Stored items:
________________

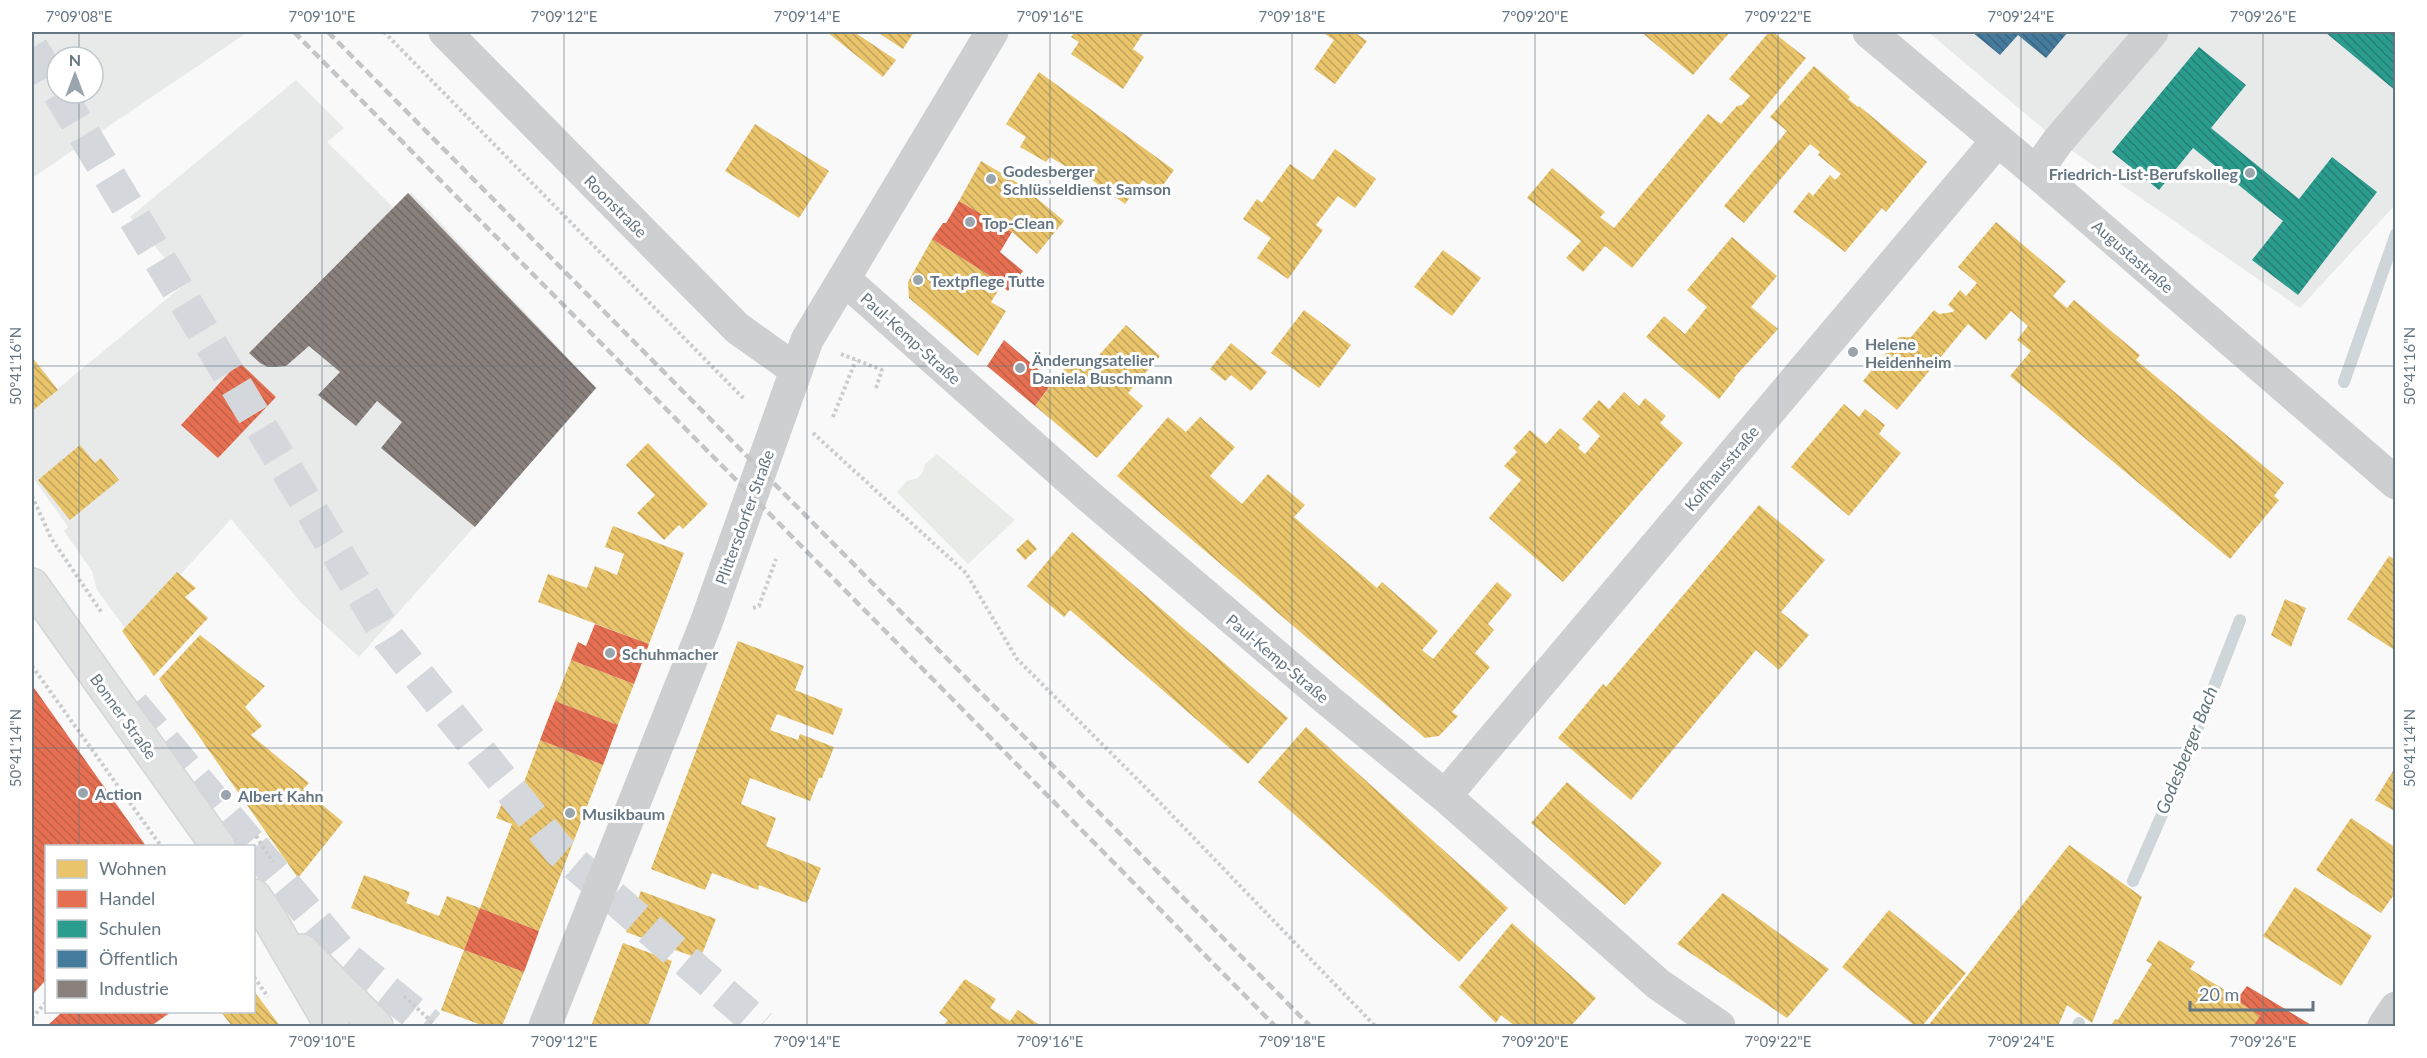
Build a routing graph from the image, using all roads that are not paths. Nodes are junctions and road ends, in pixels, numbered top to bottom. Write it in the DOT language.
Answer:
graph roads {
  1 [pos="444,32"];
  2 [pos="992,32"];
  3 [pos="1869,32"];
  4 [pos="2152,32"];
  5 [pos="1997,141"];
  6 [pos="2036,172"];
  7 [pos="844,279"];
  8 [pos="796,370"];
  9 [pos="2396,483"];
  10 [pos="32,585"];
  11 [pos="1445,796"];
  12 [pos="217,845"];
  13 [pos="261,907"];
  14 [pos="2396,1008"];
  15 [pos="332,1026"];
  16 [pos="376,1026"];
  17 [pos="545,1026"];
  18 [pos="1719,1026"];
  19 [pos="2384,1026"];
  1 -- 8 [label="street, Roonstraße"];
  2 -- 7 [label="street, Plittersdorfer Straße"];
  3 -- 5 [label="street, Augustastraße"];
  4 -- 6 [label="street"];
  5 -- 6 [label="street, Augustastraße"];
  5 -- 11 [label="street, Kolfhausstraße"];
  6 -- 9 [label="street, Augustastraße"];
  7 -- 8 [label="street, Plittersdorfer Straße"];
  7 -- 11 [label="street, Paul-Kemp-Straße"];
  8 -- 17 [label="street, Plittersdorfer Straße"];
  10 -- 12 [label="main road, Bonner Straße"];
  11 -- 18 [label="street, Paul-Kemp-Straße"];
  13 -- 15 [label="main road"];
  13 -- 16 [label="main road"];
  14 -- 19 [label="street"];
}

________________

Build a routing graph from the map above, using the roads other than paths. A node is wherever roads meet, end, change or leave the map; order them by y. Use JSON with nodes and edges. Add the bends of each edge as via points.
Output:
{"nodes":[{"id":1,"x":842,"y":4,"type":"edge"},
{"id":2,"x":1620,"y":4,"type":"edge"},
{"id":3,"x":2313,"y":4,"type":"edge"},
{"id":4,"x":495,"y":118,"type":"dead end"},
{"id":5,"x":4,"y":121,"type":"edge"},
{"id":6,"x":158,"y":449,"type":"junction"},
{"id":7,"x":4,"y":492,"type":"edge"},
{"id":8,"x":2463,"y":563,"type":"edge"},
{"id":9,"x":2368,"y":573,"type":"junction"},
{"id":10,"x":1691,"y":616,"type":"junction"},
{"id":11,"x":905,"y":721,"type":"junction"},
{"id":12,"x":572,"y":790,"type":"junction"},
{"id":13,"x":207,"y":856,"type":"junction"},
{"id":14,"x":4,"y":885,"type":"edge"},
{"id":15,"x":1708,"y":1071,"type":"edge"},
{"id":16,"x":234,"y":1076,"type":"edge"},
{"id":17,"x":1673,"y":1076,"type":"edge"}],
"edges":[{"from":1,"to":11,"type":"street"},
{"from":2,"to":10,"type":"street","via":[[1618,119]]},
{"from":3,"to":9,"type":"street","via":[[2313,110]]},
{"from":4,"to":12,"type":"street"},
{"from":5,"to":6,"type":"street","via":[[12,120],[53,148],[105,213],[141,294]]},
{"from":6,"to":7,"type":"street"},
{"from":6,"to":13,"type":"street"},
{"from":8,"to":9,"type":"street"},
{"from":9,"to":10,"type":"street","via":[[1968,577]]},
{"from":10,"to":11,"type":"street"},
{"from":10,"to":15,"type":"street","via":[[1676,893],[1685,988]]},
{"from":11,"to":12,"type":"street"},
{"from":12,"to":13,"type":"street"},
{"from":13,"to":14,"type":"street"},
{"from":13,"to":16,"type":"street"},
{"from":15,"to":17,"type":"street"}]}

________________

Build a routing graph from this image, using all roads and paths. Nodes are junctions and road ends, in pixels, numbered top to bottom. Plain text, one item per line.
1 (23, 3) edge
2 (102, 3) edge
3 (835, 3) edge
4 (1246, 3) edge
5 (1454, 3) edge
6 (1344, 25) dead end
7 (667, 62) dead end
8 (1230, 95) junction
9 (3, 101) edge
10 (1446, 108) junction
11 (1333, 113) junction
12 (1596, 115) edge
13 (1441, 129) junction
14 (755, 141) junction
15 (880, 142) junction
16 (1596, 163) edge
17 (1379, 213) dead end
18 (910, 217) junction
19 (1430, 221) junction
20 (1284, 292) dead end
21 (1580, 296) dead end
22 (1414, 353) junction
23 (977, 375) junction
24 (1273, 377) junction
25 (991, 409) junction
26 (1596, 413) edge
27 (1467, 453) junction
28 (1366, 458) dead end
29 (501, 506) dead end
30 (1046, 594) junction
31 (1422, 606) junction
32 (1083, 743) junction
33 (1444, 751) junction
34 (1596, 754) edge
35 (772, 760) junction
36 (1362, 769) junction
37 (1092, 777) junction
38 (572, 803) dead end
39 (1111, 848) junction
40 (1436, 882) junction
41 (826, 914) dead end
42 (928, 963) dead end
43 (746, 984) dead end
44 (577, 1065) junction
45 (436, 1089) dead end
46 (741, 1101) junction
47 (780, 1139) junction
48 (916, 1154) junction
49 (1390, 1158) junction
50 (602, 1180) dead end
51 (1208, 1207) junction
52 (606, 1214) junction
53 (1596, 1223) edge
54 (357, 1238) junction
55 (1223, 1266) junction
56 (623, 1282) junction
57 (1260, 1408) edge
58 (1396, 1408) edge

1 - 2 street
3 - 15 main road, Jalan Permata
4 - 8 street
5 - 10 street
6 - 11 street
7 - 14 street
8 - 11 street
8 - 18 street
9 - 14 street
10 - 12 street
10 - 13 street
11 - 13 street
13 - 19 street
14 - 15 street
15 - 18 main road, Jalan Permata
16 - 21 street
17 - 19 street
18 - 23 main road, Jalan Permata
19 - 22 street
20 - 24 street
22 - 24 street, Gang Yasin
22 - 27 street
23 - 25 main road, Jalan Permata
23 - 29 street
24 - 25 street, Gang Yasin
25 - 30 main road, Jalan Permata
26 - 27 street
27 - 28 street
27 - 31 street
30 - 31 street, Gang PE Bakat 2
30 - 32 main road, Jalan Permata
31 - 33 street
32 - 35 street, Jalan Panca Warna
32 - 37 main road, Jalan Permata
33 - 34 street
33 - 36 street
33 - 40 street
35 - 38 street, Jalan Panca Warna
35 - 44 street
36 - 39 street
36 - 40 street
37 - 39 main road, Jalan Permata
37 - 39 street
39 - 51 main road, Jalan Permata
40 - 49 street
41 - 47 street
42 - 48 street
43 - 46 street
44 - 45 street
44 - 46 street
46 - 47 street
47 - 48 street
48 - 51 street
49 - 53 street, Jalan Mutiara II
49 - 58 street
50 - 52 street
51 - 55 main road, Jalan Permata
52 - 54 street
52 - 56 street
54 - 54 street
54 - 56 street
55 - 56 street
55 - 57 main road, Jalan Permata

________________

→ WHAT TO PRODUCE: Among the lines above, find the ones containing "Plittersdorfer" and copy them.

→ EXERCISE RESPONSE:
  2 -- 7 [label="street, Plittersdorfer Straße"];
  7 -- 8 [label="street, Plittersdorfer Straße"];
  8 -- 17 [label="street, Plittersdorfer Straße"];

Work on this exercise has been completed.